SSH into any CVM of the cluster and run the below command:
++ allssh “df -h”
This will list the use % of all the disks controlled by the CVM.
For ex: see screenshot below
Nutanix reserves space in the SSD under /home for its infrastructure and is capped at 40GB, and sometimes it is possible to run low on the space usage and triggering an alert.
Check out this article for more information on how to reduce /home space usage.
The other disks /dev/sdx are the individual physical drives on each node.

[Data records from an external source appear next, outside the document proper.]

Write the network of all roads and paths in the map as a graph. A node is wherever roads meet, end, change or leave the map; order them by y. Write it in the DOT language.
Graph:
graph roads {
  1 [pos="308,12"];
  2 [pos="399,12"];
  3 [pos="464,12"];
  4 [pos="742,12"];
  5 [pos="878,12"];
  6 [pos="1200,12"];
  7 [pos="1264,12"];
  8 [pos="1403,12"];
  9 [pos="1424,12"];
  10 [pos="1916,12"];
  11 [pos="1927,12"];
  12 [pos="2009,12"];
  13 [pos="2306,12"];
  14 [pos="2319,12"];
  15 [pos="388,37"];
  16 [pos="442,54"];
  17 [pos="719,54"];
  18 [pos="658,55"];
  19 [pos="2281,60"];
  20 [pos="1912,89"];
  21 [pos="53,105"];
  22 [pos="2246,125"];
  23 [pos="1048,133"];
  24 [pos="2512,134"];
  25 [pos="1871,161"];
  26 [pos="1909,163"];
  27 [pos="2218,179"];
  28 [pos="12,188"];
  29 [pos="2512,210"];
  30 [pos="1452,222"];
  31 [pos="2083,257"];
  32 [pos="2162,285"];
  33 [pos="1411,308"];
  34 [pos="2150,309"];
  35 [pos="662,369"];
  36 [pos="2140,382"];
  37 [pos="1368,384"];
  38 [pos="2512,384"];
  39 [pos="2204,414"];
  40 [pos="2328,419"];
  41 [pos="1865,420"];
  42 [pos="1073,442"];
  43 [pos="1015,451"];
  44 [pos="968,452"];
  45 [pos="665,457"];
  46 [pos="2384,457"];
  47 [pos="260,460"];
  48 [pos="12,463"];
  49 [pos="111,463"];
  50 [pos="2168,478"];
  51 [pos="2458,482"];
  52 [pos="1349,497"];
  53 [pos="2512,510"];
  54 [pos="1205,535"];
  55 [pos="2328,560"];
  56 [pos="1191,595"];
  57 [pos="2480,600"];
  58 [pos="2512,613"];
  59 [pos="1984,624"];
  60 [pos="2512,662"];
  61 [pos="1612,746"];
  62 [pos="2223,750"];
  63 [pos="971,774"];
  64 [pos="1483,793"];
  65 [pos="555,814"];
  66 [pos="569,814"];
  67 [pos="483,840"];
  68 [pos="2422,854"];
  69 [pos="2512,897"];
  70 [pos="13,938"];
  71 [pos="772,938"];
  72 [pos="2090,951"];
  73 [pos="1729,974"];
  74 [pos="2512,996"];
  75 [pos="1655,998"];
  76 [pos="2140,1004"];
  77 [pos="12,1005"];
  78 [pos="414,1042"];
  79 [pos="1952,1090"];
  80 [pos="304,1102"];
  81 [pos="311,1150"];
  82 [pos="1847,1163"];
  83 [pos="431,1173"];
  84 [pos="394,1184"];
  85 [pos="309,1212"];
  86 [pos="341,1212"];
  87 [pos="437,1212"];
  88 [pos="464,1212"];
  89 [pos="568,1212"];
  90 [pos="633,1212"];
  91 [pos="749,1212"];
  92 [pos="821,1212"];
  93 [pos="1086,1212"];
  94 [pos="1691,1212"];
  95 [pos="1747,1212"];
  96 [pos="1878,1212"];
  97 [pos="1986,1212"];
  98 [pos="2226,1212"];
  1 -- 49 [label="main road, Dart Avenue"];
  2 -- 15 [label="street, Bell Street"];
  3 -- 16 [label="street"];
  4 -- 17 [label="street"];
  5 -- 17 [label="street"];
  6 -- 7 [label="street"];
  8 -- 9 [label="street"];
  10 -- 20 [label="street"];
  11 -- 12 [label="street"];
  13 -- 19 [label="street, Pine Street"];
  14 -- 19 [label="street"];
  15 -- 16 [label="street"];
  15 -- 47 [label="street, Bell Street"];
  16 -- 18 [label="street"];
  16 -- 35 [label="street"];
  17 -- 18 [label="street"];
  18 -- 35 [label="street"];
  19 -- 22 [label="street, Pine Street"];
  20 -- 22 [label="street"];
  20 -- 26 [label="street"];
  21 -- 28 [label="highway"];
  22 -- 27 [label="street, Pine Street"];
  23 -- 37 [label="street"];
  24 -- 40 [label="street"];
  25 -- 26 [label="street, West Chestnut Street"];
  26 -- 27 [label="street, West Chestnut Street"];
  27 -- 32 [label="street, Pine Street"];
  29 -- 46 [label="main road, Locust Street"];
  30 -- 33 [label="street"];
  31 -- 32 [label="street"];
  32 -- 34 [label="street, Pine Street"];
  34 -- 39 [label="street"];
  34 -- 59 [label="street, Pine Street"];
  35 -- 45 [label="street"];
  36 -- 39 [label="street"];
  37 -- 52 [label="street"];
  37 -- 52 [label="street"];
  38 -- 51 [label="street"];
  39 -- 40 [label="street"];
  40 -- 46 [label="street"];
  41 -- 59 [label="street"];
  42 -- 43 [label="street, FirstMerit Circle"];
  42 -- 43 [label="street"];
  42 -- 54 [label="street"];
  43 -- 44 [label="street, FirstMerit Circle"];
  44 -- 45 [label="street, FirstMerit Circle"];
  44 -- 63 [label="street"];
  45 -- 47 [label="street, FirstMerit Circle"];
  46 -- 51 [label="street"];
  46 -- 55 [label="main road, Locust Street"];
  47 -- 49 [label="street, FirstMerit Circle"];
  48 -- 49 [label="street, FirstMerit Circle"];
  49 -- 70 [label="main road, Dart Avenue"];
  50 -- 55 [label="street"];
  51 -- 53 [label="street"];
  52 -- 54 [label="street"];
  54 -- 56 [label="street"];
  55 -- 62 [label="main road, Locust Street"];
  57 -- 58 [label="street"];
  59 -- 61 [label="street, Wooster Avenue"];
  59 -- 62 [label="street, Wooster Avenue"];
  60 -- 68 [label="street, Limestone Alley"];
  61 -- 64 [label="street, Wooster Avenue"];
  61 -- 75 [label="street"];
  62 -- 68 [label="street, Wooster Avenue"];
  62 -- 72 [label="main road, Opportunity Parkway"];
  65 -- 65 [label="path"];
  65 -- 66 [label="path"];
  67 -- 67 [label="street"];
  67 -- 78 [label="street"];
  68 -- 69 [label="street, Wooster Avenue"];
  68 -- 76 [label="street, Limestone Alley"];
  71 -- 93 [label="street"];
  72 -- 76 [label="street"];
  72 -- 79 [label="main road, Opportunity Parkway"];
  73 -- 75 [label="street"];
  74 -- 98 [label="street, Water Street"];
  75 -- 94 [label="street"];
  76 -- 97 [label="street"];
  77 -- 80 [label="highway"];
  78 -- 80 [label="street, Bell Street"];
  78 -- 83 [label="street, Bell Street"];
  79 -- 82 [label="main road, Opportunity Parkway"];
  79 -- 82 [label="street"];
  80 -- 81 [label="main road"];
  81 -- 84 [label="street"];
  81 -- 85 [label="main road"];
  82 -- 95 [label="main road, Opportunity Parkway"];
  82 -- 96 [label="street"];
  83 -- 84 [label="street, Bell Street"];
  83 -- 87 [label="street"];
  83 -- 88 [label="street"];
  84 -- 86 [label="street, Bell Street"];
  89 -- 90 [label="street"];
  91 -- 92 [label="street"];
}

First we eliminate the possibility of a faulty drive by running a smartctl check.
++ sudo smartctl -a /dev/sdx
Replace x with the appropriate disk name from df -h output.

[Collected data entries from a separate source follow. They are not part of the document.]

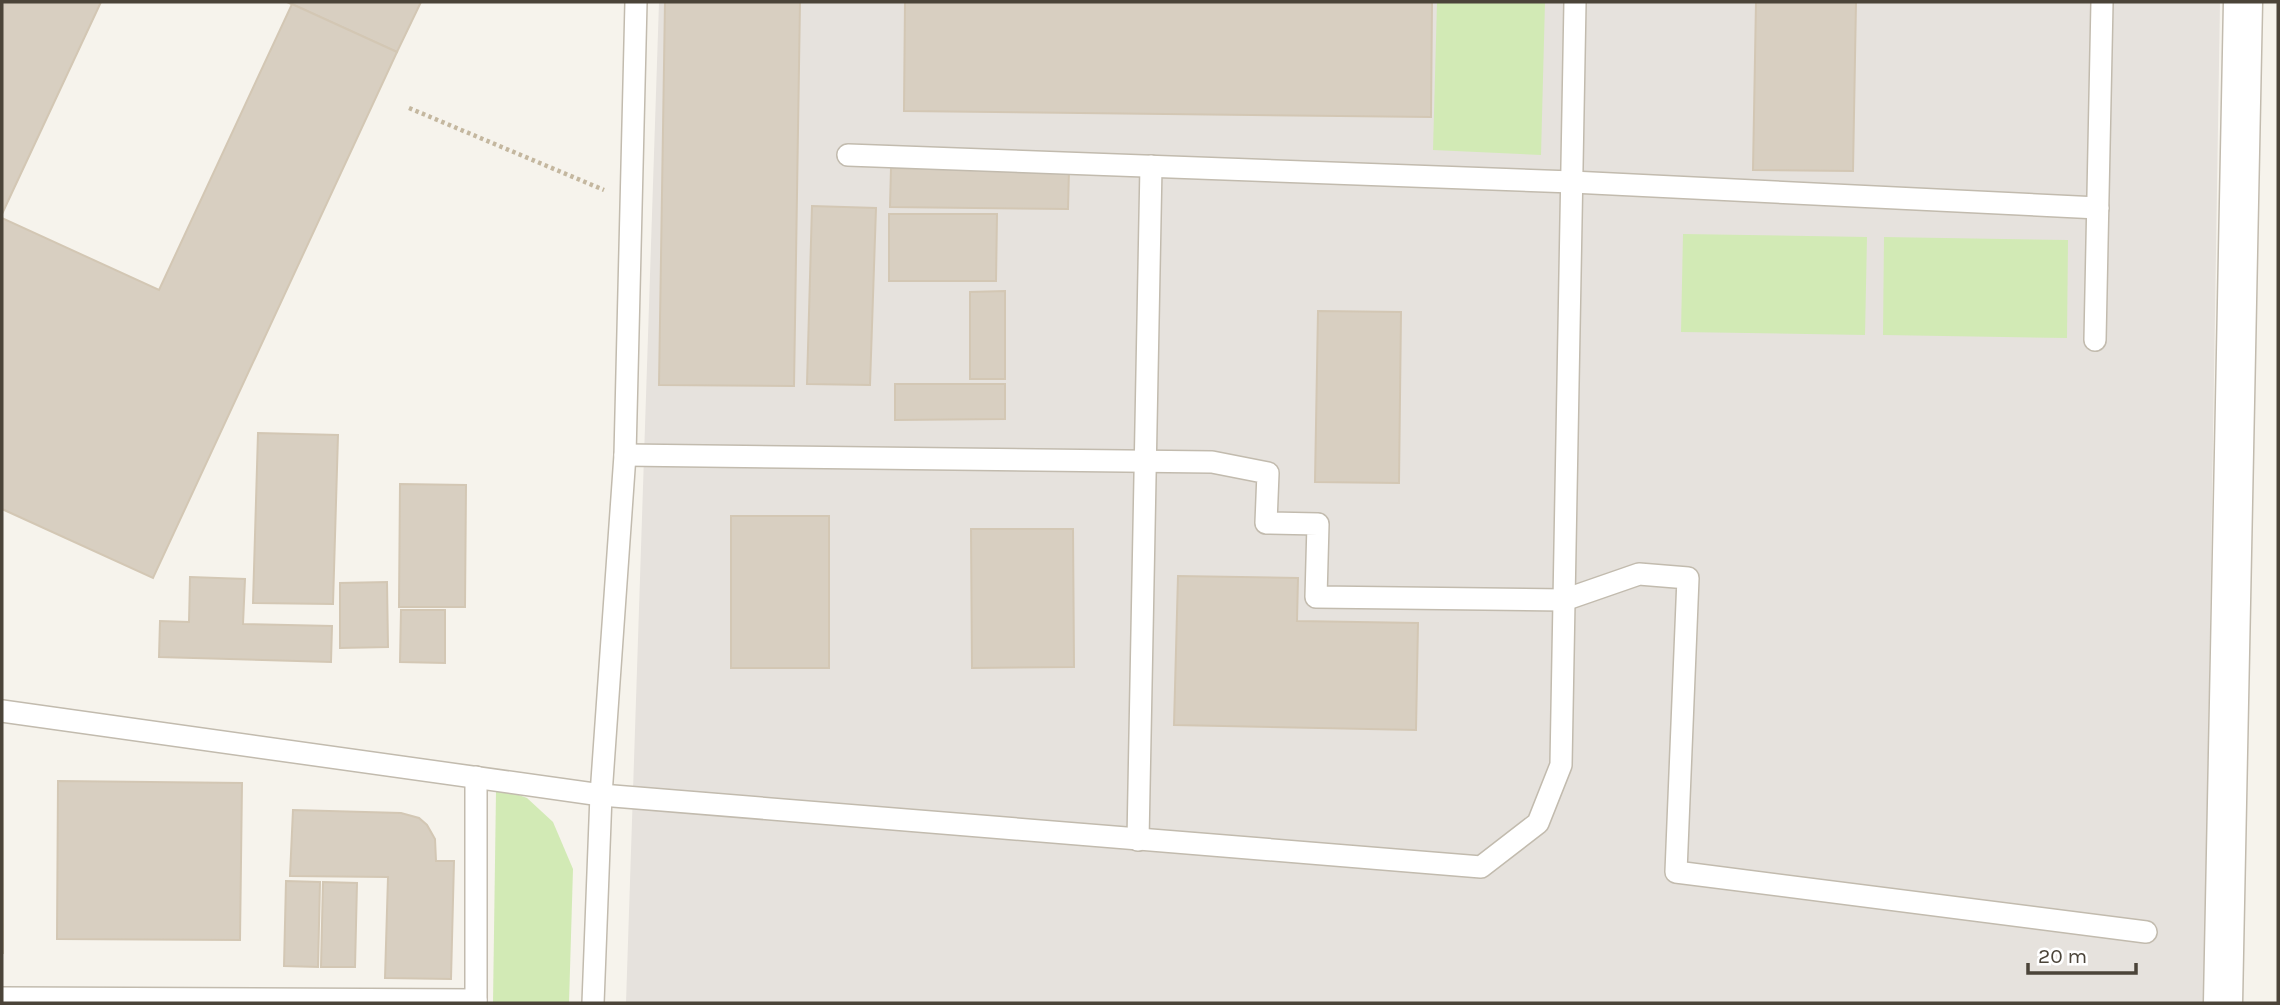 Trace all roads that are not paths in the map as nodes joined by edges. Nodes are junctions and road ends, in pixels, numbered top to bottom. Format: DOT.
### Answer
graph roads {
  1 [pos="636,2"];
  2 [pos="1576,2"];
  3 [pos="2102,2"];
  4 [pos="2242,2"];
  5 [pos="849,155"];
  6 [pos="1151,166"];
  7 [pos="1572,181"];
  8 [pos="2098,208"];
  9 [pos="2095,340"];
  10 [pos="625,455"];
  11 [pos="1145,461"];
  12 [pos="1564,600"];
  13 [pos="2,711"];
  14 [pos="476,777"];
  15 [pos="601,795"];
  16 [pos="1139,840"];
  17 [pos="2146,932"];
  18 [pos="2,998"];
  19 [pos="476,1002"];
  20 [pos="593,1003"];
  21 [pos="2223,1003"];
  1 -- 10 [label="lane"];
  2 -- 7 [label="lane"];
  3 -- 8 [label="lane"];
  4 -- 21 [label="street"];
  5 -- 6 [label="lane"];
  6 -- 7 [label="lane"];
  6 -- 11 [label="lane"];
  7 -- 8 [label="lane"];
  7 -- 12 [label="lane"];
  8 -- 9 [label="lane"];
  10 -- 11 [label="lane"];
  10 -- 15 [label="lane"];
  11 -- 12 [label="lane"];
  11 -- 16 [label="lane"];
  12 -- 16 [label="lane"];
  12 -- 17 [label="lane"];
  13 -- 14 [label="lane"];
  14 -- 15 [label="lane"];
  14 -- 19 [label="lane"];
  15 -- 16 [label="lane"];
  15 -- 20 [label="lane"];
  18 -- 19 [label="lane"];
}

If the smartctl test fails, then contact your vendor for disk replacement.
Back to the df -h output, the space usage % of these disks can give us more information about the alert.
Identify the SSD drives:
If the SSD drives are showing more the 95% usage, then this means that the rate of R/W IO is much faster than cold data tiering or some User VM is pinned to the Flash SSD tier via Prism.
Basically we need to look into possibly increasing the SSD disk size or check for any VM that have Flash mode ON that is hogging all the SSD disk space.
Engage Nutanix Support is such a case for further analysis or post your comments and output here for a chance for the community to chime in.
HDD drives use % gives us some additional info based on no of disks effected.
If all the disks show high % in one CVM, then curator service on this node might not be doing its job.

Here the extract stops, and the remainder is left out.